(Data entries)
>>>

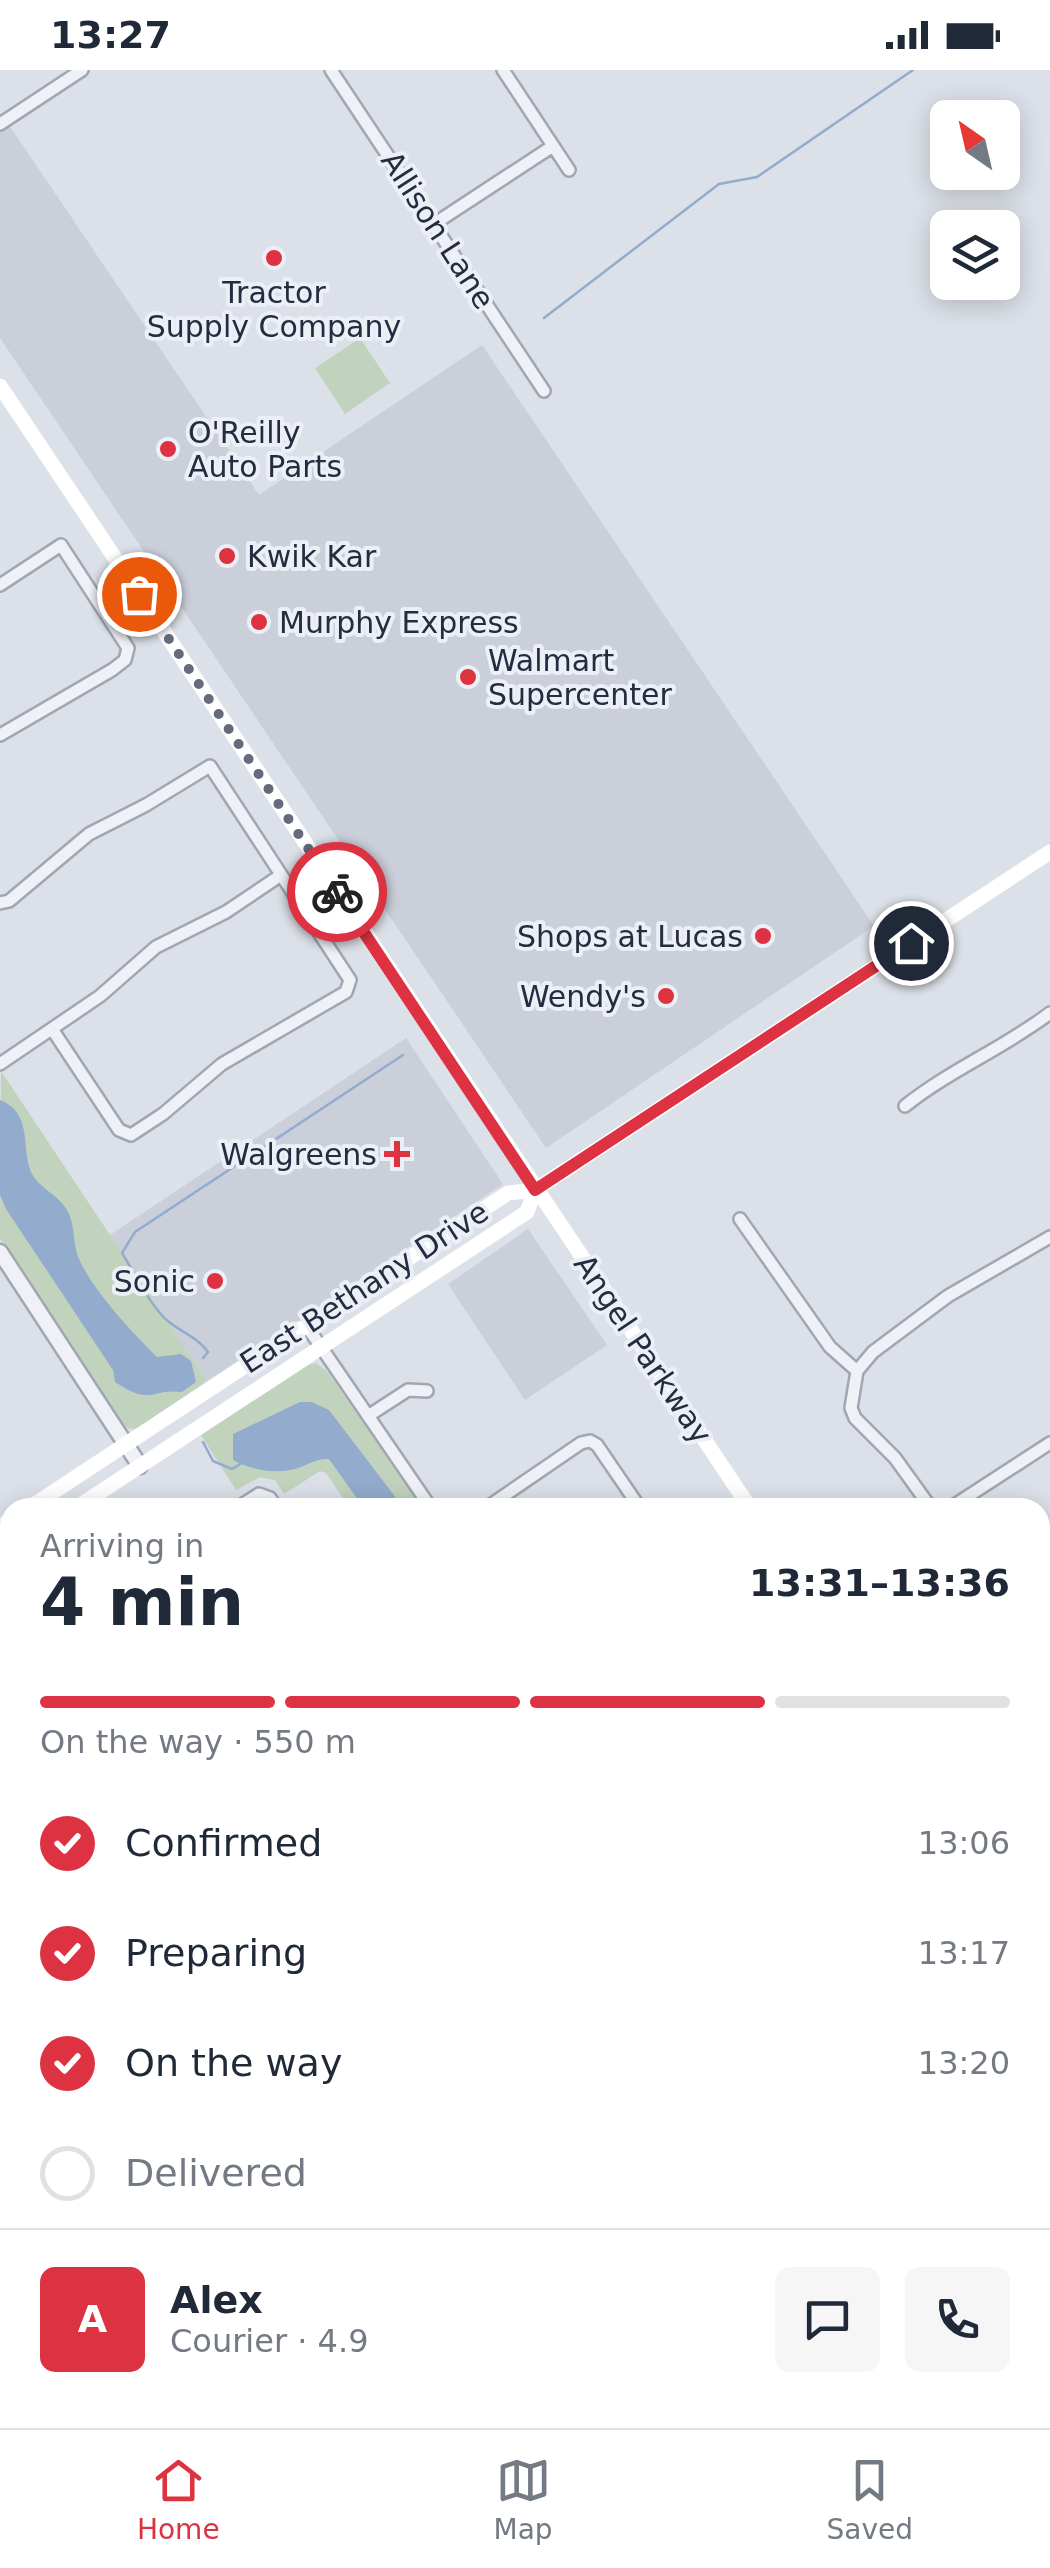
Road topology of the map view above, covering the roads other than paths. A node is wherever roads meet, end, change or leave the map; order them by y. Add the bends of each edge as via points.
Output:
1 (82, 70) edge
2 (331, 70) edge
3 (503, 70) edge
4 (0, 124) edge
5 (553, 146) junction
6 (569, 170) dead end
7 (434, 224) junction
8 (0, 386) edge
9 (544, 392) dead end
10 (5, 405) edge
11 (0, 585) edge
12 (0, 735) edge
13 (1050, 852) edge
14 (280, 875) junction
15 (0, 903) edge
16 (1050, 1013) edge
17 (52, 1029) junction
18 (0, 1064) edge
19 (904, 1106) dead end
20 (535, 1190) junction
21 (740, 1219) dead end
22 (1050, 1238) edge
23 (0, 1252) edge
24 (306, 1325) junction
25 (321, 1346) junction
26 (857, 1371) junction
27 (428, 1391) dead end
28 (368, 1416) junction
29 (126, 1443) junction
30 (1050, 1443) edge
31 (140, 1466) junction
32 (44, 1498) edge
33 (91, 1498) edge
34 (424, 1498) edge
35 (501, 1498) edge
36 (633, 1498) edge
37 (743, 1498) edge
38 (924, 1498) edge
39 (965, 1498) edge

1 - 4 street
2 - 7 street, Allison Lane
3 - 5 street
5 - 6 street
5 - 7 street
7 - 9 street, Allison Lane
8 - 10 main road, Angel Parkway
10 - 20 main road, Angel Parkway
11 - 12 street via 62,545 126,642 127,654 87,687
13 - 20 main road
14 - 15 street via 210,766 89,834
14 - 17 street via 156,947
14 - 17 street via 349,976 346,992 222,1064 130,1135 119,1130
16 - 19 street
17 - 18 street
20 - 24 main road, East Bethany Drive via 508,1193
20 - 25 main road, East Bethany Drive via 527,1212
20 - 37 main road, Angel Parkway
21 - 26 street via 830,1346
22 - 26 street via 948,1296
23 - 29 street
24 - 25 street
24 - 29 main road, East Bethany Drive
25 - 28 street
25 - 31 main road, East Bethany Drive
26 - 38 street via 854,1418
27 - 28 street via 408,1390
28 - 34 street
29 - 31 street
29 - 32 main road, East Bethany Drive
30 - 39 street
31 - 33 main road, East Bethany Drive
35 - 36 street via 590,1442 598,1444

<<<

▶ WHAT YOU SHOULD DO: Take every line from the records that holds "East" and copy it down.

▶ SOLUTION TO THIS EXERCISE:
20 - 24 main road, East Bethany Drive via 508,1193
20 - 25 main road, East Bethany Drive via 527,1212
24 - 29 main road, East Bethany Drive
25 - 31 main road, East Bethany Drive
29 - 32 main road, East Bethany Drive
31 - 33 main road, East Bethany Drive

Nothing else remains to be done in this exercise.